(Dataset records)
━━━━━━━━━━━━━━━━
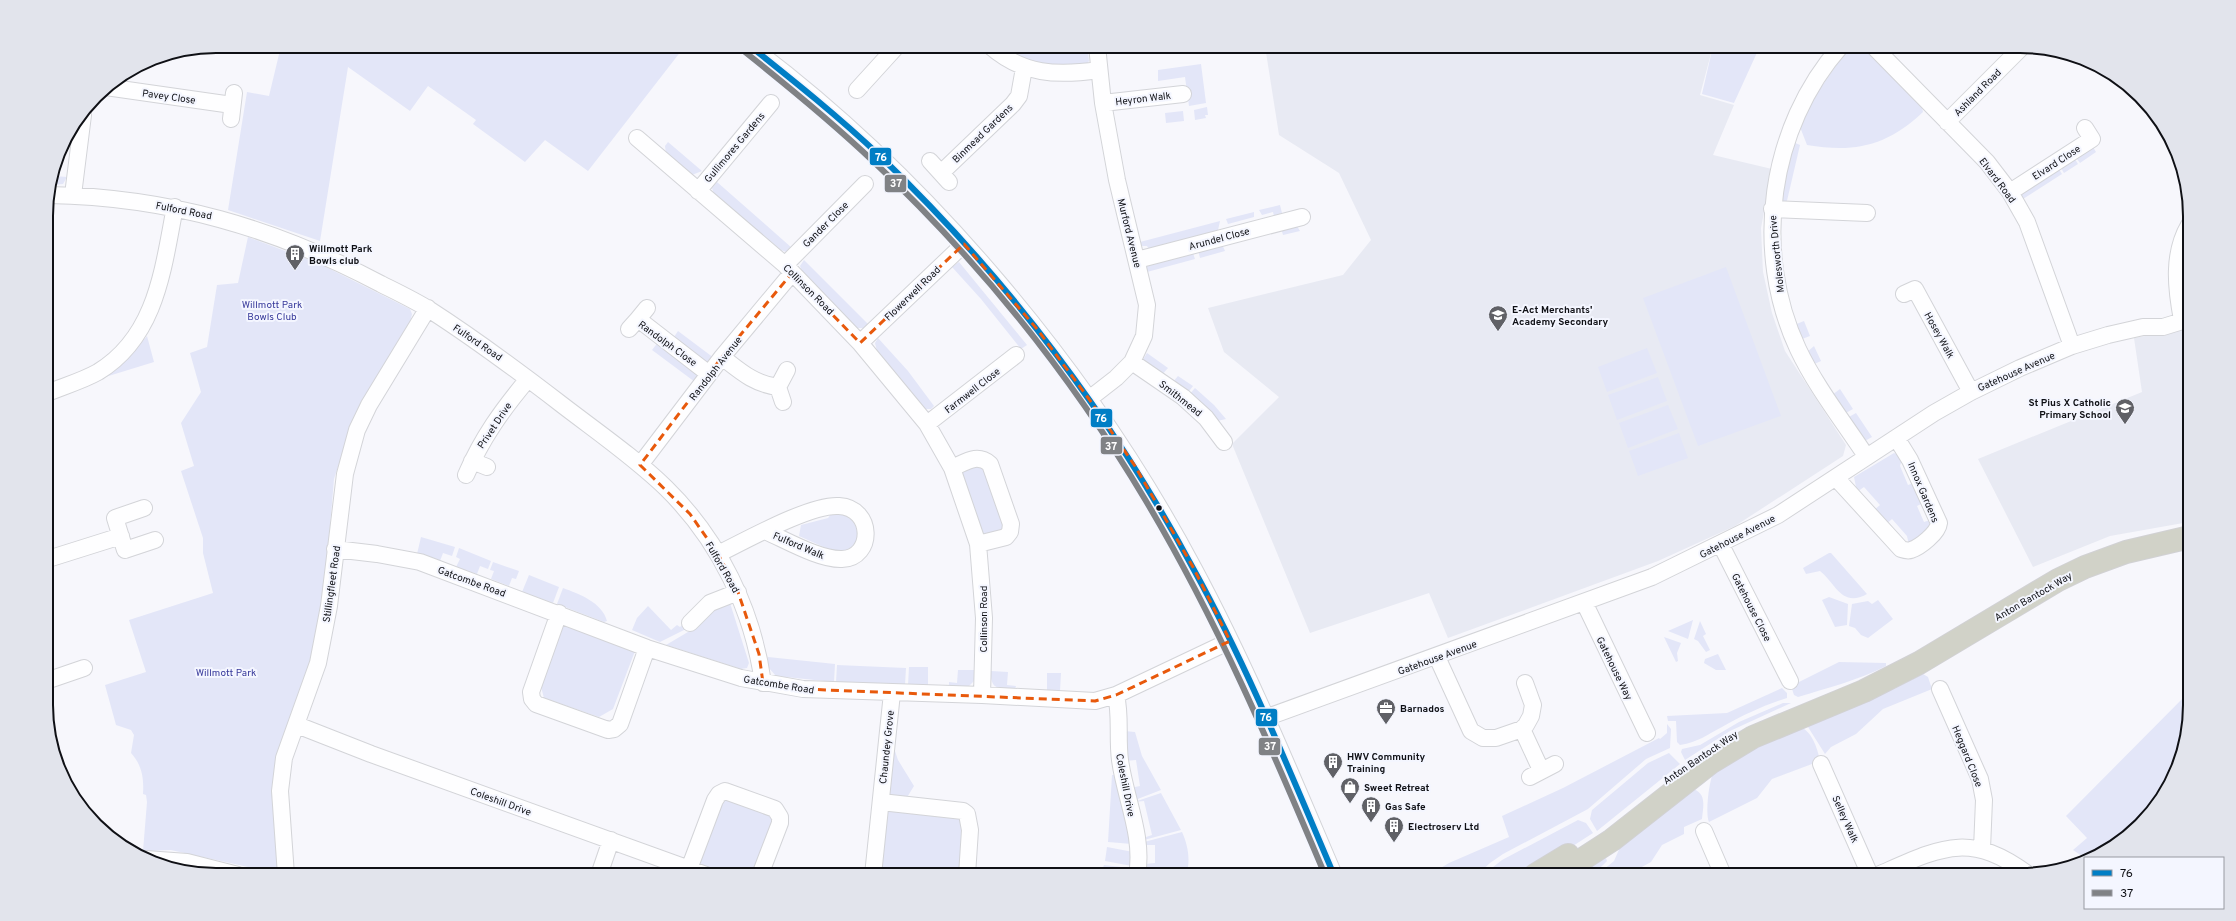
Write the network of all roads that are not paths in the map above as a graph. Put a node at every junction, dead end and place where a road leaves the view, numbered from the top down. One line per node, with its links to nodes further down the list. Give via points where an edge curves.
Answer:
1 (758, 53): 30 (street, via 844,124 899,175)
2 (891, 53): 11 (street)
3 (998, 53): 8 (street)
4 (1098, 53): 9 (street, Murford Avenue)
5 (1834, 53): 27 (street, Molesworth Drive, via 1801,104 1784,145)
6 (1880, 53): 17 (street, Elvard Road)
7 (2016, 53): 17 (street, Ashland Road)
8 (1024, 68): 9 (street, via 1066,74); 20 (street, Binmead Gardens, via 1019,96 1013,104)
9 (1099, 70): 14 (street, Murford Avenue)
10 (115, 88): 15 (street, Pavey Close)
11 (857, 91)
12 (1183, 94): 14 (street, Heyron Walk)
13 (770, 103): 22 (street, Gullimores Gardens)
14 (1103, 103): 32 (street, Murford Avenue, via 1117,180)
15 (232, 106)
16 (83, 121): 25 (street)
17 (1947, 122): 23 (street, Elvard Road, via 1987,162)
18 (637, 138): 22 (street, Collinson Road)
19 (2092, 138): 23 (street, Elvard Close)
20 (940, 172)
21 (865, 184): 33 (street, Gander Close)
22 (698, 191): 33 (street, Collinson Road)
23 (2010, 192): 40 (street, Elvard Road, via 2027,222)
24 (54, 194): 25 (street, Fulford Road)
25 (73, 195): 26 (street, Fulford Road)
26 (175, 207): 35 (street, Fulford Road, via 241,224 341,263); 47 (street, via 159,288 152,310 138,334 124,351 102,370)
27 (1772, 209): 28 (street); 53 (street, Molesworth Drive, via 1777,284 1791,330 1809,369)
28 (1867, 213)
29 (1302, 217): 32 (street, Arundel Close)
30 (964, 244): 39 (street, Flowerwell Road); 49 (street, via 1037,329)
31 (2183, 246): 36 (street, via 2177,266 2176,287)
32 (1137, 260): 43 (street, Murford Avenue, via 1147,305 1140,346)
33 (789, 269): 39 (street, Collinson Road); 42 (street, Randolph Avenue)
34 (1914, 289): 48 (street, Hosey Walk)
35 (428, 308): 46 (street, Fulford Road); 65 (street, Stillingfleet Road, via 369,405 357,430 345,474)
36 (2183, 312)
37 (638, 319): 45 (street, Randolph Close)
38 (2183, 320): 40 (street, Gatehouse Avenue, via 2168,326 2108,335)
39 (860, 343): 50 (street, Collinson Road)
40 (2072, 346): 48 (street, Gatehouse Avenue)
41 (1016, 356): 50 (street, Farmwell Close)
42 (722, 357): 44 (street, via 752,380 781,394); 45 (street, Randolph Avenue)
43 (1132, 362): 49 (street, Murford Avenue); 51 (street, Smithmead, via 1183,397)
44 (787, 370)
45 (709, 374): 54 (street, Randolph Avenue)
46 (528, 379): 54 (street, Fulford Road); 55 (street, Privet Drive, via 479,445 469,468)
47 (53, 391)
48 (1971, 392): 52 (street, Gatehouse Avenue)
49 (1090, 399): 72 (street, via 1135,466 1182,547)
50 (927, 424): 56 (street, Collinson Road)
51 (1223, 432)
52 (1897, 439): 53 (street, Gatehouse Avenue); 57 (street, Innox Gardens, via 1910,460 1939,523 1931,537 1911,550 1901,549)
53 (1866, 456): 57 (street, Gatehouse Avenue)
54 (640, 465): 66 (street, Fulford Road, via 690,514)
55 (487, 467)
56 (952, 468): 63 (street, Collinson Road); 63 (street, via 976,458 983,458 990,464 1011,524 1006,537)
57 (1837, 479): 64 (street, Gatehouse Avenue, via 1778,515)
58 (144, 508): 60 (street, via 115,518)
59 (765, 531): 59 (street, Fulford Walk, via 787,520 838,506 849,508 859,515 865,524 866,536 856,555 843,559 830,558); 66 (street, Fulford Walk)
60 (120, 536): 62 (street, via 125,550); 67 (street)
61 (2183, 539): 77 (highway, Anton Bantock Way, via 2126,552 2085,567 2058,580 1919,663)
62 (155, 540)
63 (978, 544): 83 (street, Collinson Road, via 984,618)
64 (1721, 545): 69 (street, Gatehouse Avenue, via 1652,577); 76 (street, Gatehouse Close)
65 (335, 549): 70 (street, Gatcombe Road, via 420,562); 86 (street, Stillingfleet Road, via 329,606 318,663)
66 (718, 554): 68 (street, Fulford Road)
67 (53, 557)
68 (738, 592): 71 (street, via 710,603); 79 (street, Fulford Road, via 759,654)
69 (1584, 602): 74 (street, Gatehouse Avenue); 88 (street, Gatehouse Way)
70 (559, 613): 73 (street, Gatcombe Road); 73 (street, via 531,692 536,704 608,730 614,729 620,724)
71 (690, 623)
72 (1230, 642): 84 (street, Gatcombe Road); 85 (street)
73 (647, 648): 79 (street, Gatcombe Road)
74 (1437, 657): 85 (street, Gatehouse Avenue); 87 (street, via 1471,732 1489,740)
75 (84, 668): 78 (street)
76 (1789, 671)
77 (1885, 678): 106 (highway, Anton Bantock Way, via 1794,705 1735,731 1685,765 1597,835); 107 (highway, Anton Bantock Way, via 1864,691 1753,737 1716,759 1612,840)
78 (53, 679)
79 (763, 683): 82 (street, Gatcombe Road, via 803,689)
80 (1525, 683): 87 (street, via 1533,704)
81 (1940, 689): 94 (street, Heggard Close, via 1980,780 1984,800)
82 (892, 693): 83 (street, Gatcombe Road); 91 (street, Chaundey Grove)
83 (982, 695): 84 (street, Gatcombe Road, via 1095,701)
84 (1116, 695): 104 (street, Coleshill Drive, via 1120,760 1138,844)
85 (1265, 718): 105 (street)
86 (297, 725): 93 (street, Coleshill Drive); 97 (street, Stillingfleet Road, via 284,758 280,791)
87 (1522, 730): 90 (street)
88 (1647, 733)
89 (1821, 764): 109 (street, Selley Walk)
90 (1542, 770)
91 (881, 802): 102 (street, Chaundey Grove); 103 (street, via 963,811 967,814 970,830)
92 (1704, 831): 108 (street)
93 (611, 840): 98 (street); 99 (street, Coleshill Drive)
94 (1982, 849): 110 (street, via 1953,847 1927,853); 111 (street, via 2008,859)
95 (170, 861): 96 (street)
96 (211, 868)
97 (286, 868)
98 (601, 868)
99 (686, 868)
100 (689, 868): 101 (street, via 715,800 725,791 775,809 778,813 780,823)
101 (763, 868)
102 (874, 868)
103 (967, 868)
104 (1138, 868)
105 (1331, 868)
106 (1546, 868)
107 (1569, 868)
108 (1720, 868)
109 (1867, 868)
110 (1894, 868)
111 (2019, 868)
━━━━━━━━━━━━━━━━
What you need to do. Set down each entry above word for word, without its pictures.

Solution to this task.
Write the network of all roads that are not paths in the map above as a graph. Put a node at every junction, dead end and place where a road leaves the view, numbered from the top down. One line per node, with its links to nodes further down the list. Give via points where an edge curves.
Answer:
1 (758, 53): 30 (street, via 844,124 899,175)
2 (891, 53): 11 (street)
3 (998, 53): 8 (street)
4 (1098, 53): 9 (street, Murford Avenue)
5 (1834, 53): 27 (street, Molesworth Drive, via 1801,104 1784,145)
6 (1880, 53): 17 (street, Elvard Road)
7 (2016, 53): 17 (street, Ashland Road)
8 (1024, 68): 9 (street, via 1066,74); 20 (street, Binmead Gardens, via 1019,96 1013,104)
9 (1099, 70): 14 (street, Murford Avenue)
10 (115, 88): 15 (street, Pavey Close)
11 (857, 91)
12 (1183, 94): 14 (street, Heyron Walk)
13 (770, 103): 22 (street, Gullimores Gardens)
14 (1103, 103): 32 (street, Murford Avenue, via 1117,180)
15 (232, 106)
16 (83, 121): 25 (street)
17 (1947, 122): 23 (street, Elvard Road, via 1987,162)
18 (637, 138): 22 (street, Collinson Road)
19 (2092, 138): 23 (street, Elvard Close)
20 (940, 172)
21 (865, 184): 33 (street, Gander Close)
22 (698, 191): 33 (street, Collinson Road)
23 (2010, 192): 40 (street, Elvard Road, via 2027,222)
24 (54, 194): 25 (street, Fulford Road)
25 (73, 195): 26 (street, Fulford Road)
26 (175, 207): 35 (street, Fulford Road, via 241,224 341,263); 47 (street, via 159,288 152,310 138,334 124,351 102,370)
27 (1772, 209): 28 (street); 53 (street, Molesworth Drive, via 1777,284 1791,330 1809,369)
28 (1867, 213)
29 (1302, 217): 32 (street, Arundel Close)
30 (964, 244): 39 (street, Flowerwell Road); 49 (street, via 1037,329)
31 (2183, 246): 36 (street, via 2177,266 2176,287)
32 (1137, 260): 43 (street, Murford Avenue, via 1147,305 1140,346)
33 (789, 269): 39 (street, Collinson Road); 42 (street, Randolph Avenue)
34 (1914, 289): 48 (street, Hosey Walk)
35 (428, 308): 46 (street, Fulford Road); 65 (street, Stillingfleet Road, via 369,405 357,430 345,474)
36 (2183, 312)
37 (638, 319): 45 (street, Randolph Close)
38 (2183, 320): 40 (street, Gatehouse Avenue, via 2168,326 2108,335)
39 (860, 343): 50 (street, Collinson Road)
40 (2072, 346): 48 (street, Gatehouse Avenue)
41 (1016, 356): 50 (street, Farmwell Close)
42 (722, 357): 44 (street, via 752,380 781,394); 45 (street, Randolph Avenue)
43 (1132, 362): 49 (street, Murford Avenue); 51 (street, Smithmead, via 1183,397)
44 (787, 370)
45 (709, 374): 54 (street, Randolph Avenue)
46 (528, 379): 54 (street, Fulford Road); 55 (street, Privet Drive, via 479,445 469,468)
47 (53, 391)
48 (1971, 392): 52 (street, Gatehouse Avenue)
49 (1090, 399): 72 (street, via 1135,466 1182,547)
50 (927, 424): 56 (street, Collinson Road)
51 (1223, 432)
52 (1897, 439): 53 (street, Gatehouse Avenue); 57 (street, Innox Gardens, via 1910,460 1939,523 1931,537 1911,550 1901,549)
53 (1866, 456): 57 (street, Gatehouse Avenue)
54 (640, 465): 66 (street, Fulford Road, via 690,514)
55 (487, 467)
56 (952, 468): 63 (street, Collinson Road); 63 (street, via 976,458 983,458 990,464 1011,524 1006,537)
57 (1837, 479): 64 (street, Gatehouse Avenue, via 1778,515)
58 (144, 508): 60 (street, via 115,518)
59 (765, 531): 59 (street, Fulford Walk, via 787,520 838,506 849,508 859,515 865,524 866,536 856,555 843,559 830,558); 66 (street, Fulford Walk)
60 (120, 536): 62 (street, via 125,550); 67 (street)
61 (2183, 539): 77 (highway, Anton Bantock Way, via 2126,552 2085,567 2058,580 1919,663)
62 (155, 540)
63 (978, 544): 83 (street, Collinson Road, via 984,618)
64 (1721, 545): 69 (street, Gatehouse Avenue, via 1652,577); 76 (street, Gatehouse Close)
65 (335, 549): 70 (street, Gatcombe Road, via 420,562); 86 (street, Stillingfleet Road, via 329,606 318,663)
66 (718, 554): 68 (street, Fulford Road)
67 (53, 557)
68 (738, 592): 71 (street, via 710,603); 79 (street, Fulford Road, via 759,654)
69 (1584, 602): 74 (street, Gatehouse Avenue); 88 (street, Gatehouse Way)
70 (559, 613): 73 (street, Gatcombe Road); 73 (street, via 531,692 536,704 608,730 614,729 620,724)
71 (690, 623)
72 (1230, 642): 84 (street, Gatcombe Road); 85 (street)
73 (647, 648): 79 (street, Gatcombe Road)
74 (1437, 657): 85 (street, Gatehouse Avenue); 87 (street, via 1471,732 1489,740)
75 (84, 668): 78 (street)
76 (1789, 671)
77 (1885, 678): 106 (highway, Anton Bantock Way, via 1794,705 1735,731 1685,765 1597,835); 107 (highway, Anton Bantock Way, via 1864,691 1753,737 1716,759 1612,840)
78 (53, 679)
79 (763, 683): 82 (street, Gatcombe Road, via 803,689)
80 (1525, 683): 87 (street, via 1533,704)
81 (1940, 689): 94 (street, Heggard Close, via 1980,780 1984,800)
82 (892, 693): 83 (street, Gatcombe Road); 91 (street, Chaundey Grove)
83 (982, 695): 84 (street, Gatcombe Road, via 1095,701)
84 (1116, 695): 104 (street, Coleshill Drive, via 1120,760 1138,844)
85 (1265, 718): 105 (street)
86 (297, 725): 93 (street, Coleshill Drive); 97 (street, Stillingfleet Road, via 284,758 280,791)
87 (1522, 730): 90 (street)
88 (1647, 733)
89 (1821, 764): 109 (street, Selley Walk)
90 (1542, 770)
91 (881, 802): 102 (street, Chaundey Grove); 103 (street, via 963,811 967,814 970,830)
92 (1704, 831): 108 (street)
93 (611, 840): 98 (street); 99 (street, Coleshill Drive)
94 (1982, 849): 110 (street, via 1953,847 1927,853); 111 (street, via 2008,859)
95 (170, 861): 96 (street)
96 (211, 868)
97 (286, 868)
98 (601, 868)
99 (686, 868)
100 (689, 868): 101 (street, via 715,800 725,791 775,809 778,813 780,823)
101 (763, 868)
102 (874, 868)
103 (967, 868)
104 (1138, 868)
105 (1331, 868)
106 (1546, 868)
107 (1569, 868)
108 (1720, 868)
109 (1867, 868)
110 (1894, 868)
111 (2019, 868)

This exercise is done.